The premise of the Pendragon series is eerily similar, and I found myself thinking about this similarity while reading (I reviewed books 1-8 in the series in May and June).  In Pendragon, the lead character is not leaping through various versions of Earth, but in fact is going to entirely different worlds, but still both main characters are walking through wormholish thingamabobbers in order to fight an entity/group that wants to control all worlds.  And of course both are mid-teen males who have the whole reluctant hero thing going on.

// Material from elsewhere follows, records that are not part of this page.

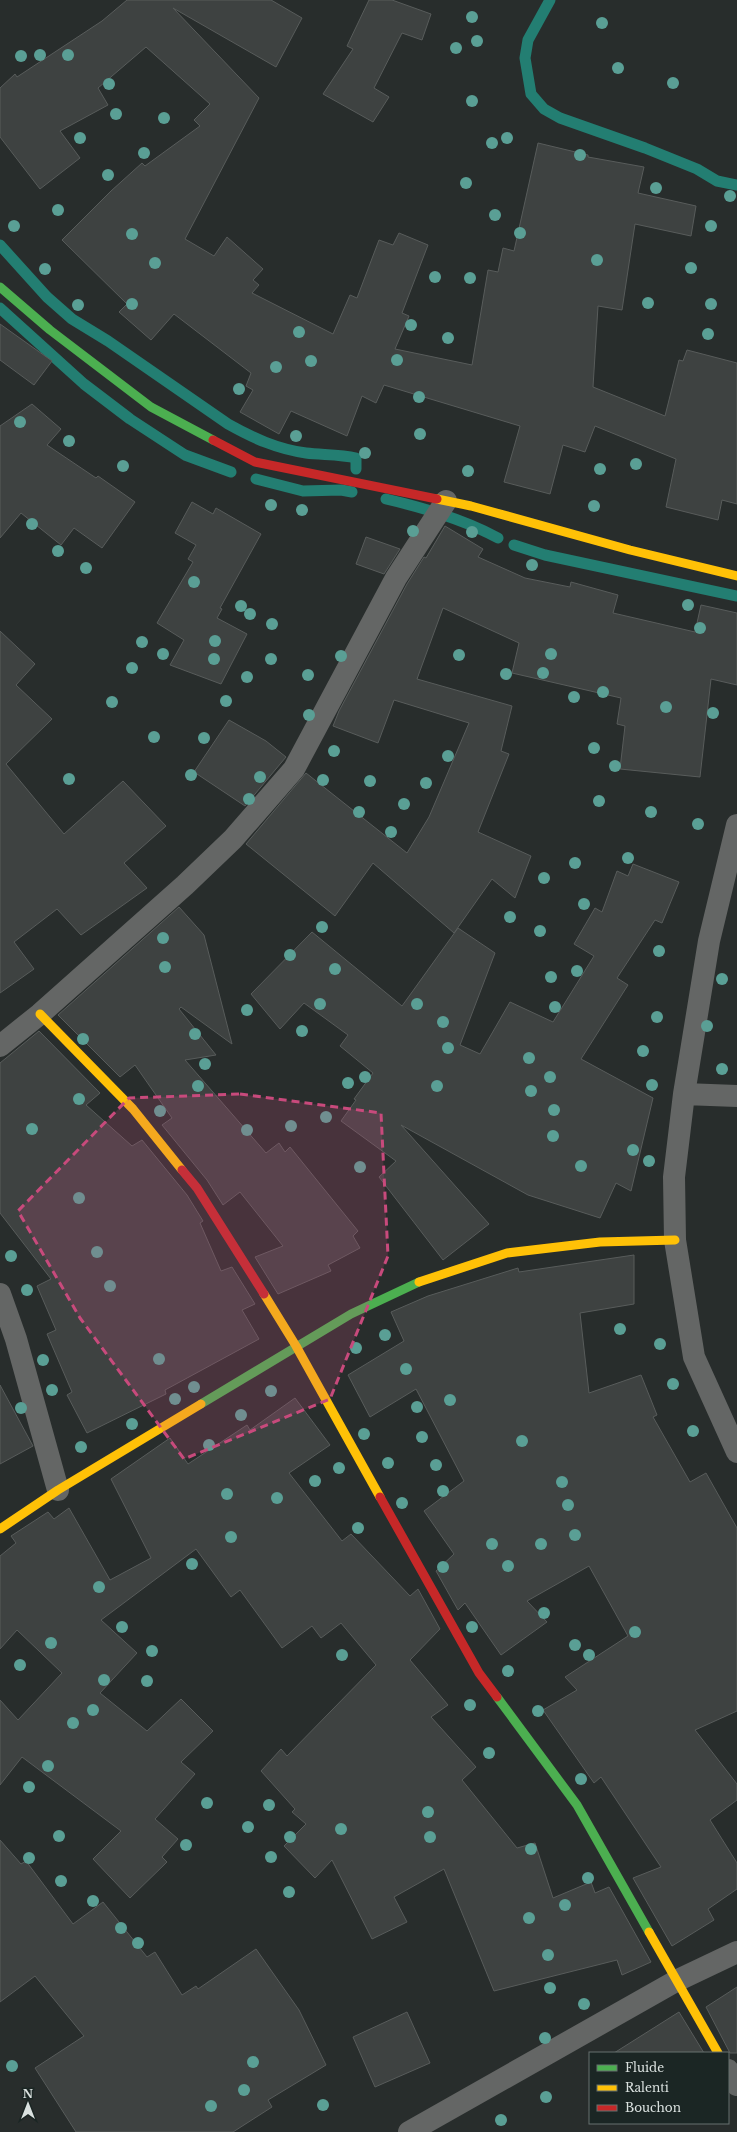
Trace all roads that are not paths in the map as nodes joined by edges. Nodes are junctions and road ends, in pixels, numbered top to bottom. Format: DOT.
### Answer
graph roads {
  1 [pos="0,287"];
  2 [pos="446,501"];
  3 [pos="737,576"];
  4 [pos="737,825"];
  5 [pos="40,1014"];
  6 [pos="0,1046"];
  7 [pos="684,1094"];
  8 [pos="737,1096"];
  9 [pos="675,1240"];
  10 [pos="0,1294"];
  11 [pos="296,1346"];
  12 [pos="737,1452"];
  13 [pos="58,1490"];
  14 [pos="0,1529"];
  15 [pos="737,1952"];
  16 [pos="676,1981"];
  17 [pos="717,2052"];
  18 [pos="729,2072"];
  19 [pos="737,2085"];
  20 [pos="410,2132"];
  1 -- 2 [label="street"];
  2 -- 3 [label="street"];
  2 -- 5 [label="street"];
  4 -- 7 [label="street"];
  5 -- 6 [label="street"];
  5 -- 11 [label="street"];
  7 -- 8 [label="street"];
  7 -- 9 [label="street"];
  9 -- 11 [label="street"];
  9 -- 12 [label="street"];
  10 -- 13 [label="street"];
  11 -- 13 [label="street"];
  11 -- 16 [label="street"];
  13 -- 14 [label="street"];
  15 -- 16 [label="street"];
  16 -- 17 [label="street"];
  16 -- 20 [label="street"];
  18 -- 19 [label="street"];
}
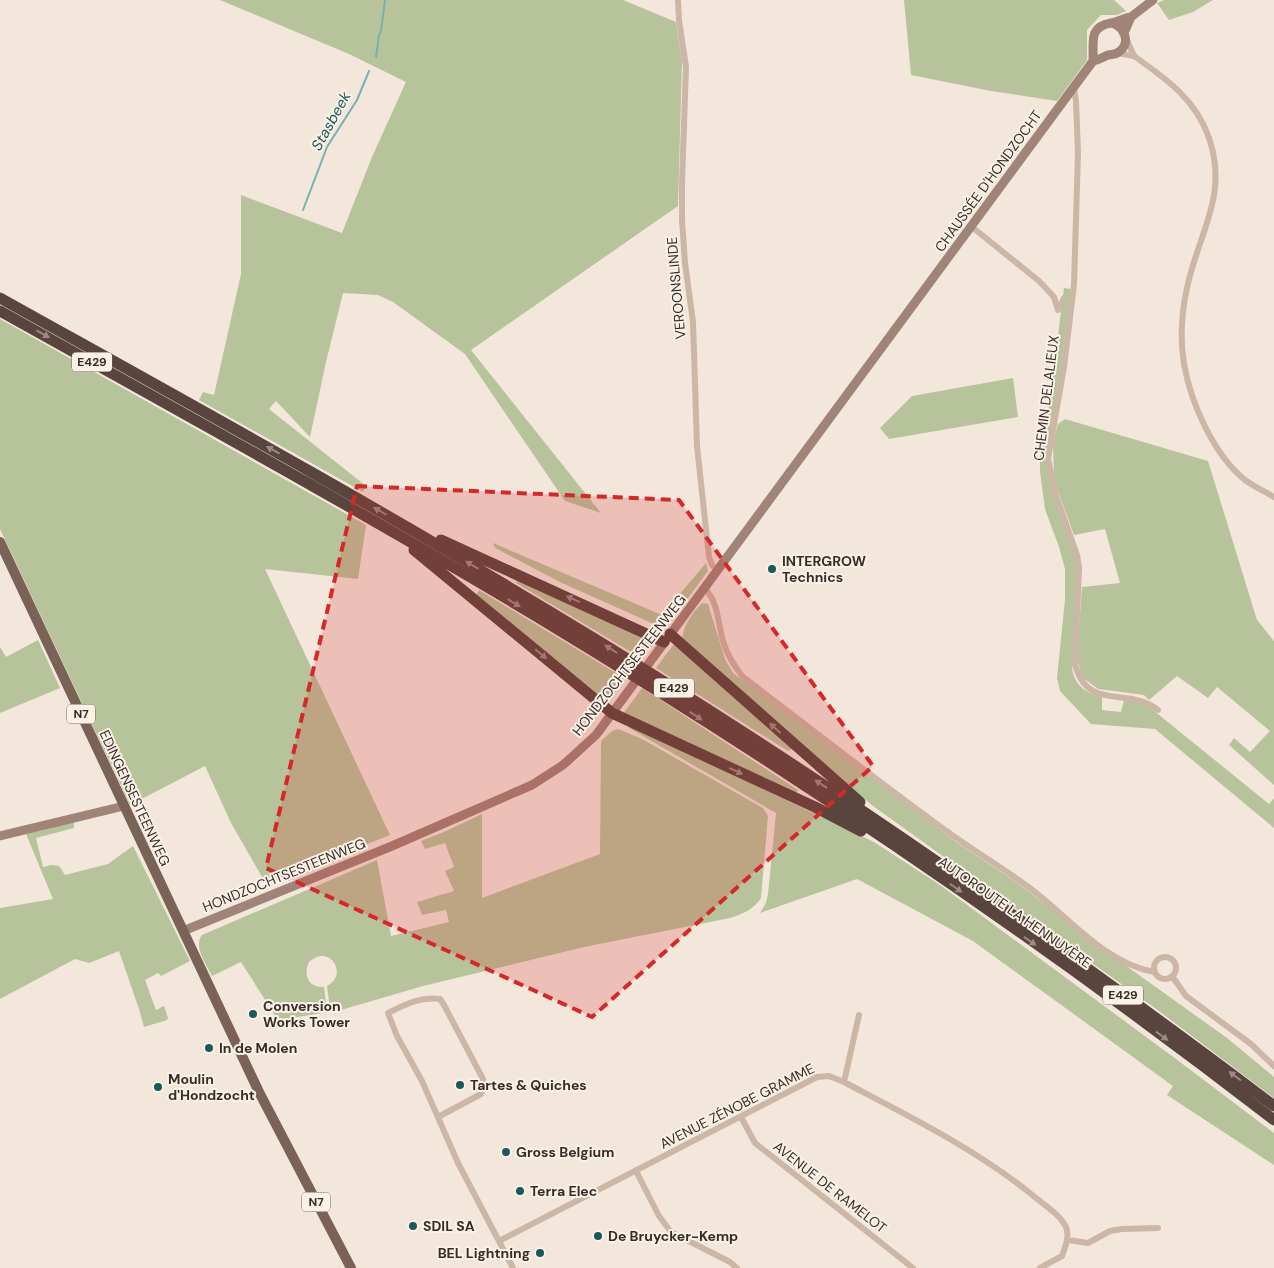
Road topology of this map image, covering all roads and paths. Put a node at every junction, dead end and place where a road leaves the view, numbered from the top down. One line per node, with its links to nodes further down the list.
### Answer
1 (678, 0): 20 (street, VEROONSLINDE)
2 (1153, 0): 3 (main road)
3 (1131, 17): 4 (main road); 5 (main road)
4 (1112, 23): 5 (main road); 6 (main road)
5 (1125, 36): 7 (main road); 8 (street)
6 (1094, 44): 7 (main road); 9 (main road)
7 (1112, 54): 8 (street); 9 (main road)
8 (1134, 56): 16 (street)
9 (1093, 61): 10 (main road, CHAUSSÉE D'HONDZOCHT)
10 (1074, 88): 11 (main road, CHAUSSÉE D'HONDZOCHT); 24 (street, CHEMIN DELALIEUX)
11 (972, 227): 13 (street); 15 (main road, CHAUSSÉE D'HONDZOCHT)
12 (0, 298): 18 (highway, E429, one-way to 12)
13 (1064, 298)
14 (0, 310): 17 (highway, E429, one-way to 17)
15 (904, 317): 20 (main road, HONDZOCHTSESTEENWEG)
16 (1274, 497)
17 (396, 533): 23 (highway, one-way to 23); 28 (highway, AUTOROUTE LA HENNUYÈRE / E429, one-way to 28)
18 (422, 535): 22 (highway, one-way to 18); 27 (highway, E429, one-way to 18)
19 (0, 542): 25 (main road, EDINGENSESTEENWEG / N7)
20 (718, 571): 21 (main road, HONDZOCHTSESTEENWEG)
21 (705, 589): 22 (main road, HONDZOCHTSESTEENWEG); 30 (street)
22 (664, 642): 23 (main road, HONDZOCHTSESTEENWEG); 27 (highway, one-way to 22)
23 (614, 710): 28 (highway, one-way to 28); 29 (main road, HONDZOCHTSESTEENWEG)
24 (1158, 710)
25 (124, 806): 26 (main road); 29 (main road, EDINGENSESTEENWEG / N7)
26 (0, 836)
27 (920, 850): 35 (highway, AUTOROUTE LA HENNUYÈRE / E429, one-way to 27)
28 (922, 864): 38 (highway, AUTOROUTE LA HENNUYÈRE / E429, one-way to 38)
29 (183, 931): 43 (main road, EDINGENSESTEENWEG / N7)
30 (1154, 972): 31 (street); 31 (street)
31 (1172, 976): 33 (street)
32 (859, 1015): 34 (street)
33 (1274, 1066)
34 (844, 1082): 37 (street, AVENUE ZÉNOBE GRAMME); 41 (street, AVENUE ZÉNOBE GRAMME)
35 (1274, 1106)
36 (438, 1117): 36 (street); 42 (street)
37 (741, 1117): 39 (street, AVENUE ZÉNOBE GRAMME); 46 (street, AVENUE DE RAMELOT)
38 (1274, 1120)
39 (636, 1171): 42 (street, AVENUE ZÉNOBE GRAMME); 45 (street)
40 (1158, 1228): 41 (street)
41 (1068, 1240): 47 (street)
42 (499, 1241): 44 (street)
43 (351, 1268)
44 (513, 1268)
45 (737, 1268)
46 (913, 1268)
47 (1040, 1268)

My favorite character in this book is not the lead, but rather Jai, an enigmatic sesquipedalian (logophilia baby).  Every sentence he utters is like taking a trip through a thesaurus. Afterall, "What good is a vocabulary that isn't used?  My second favorite character is Hue, a blob of somethingoranother that communicates through color changes.  My third favorite...okay, I liked the characters.

The story is quick, moving from action-sequence to action-sequence with less reflective abstractness than is typical in Gaiman; in other words, the story didn't make me contemplate any deep universal truths like with American Gods, Anansi Boys, the Sandman series, or Good Omens. But it was just what I needed to keep my attention for a nighttime read-a-book-in-one-sitting-marathon.  I quite liked the story in general.  I want sequels, a whole series, and the door is wide open for future books.  Alas, no plans on that front.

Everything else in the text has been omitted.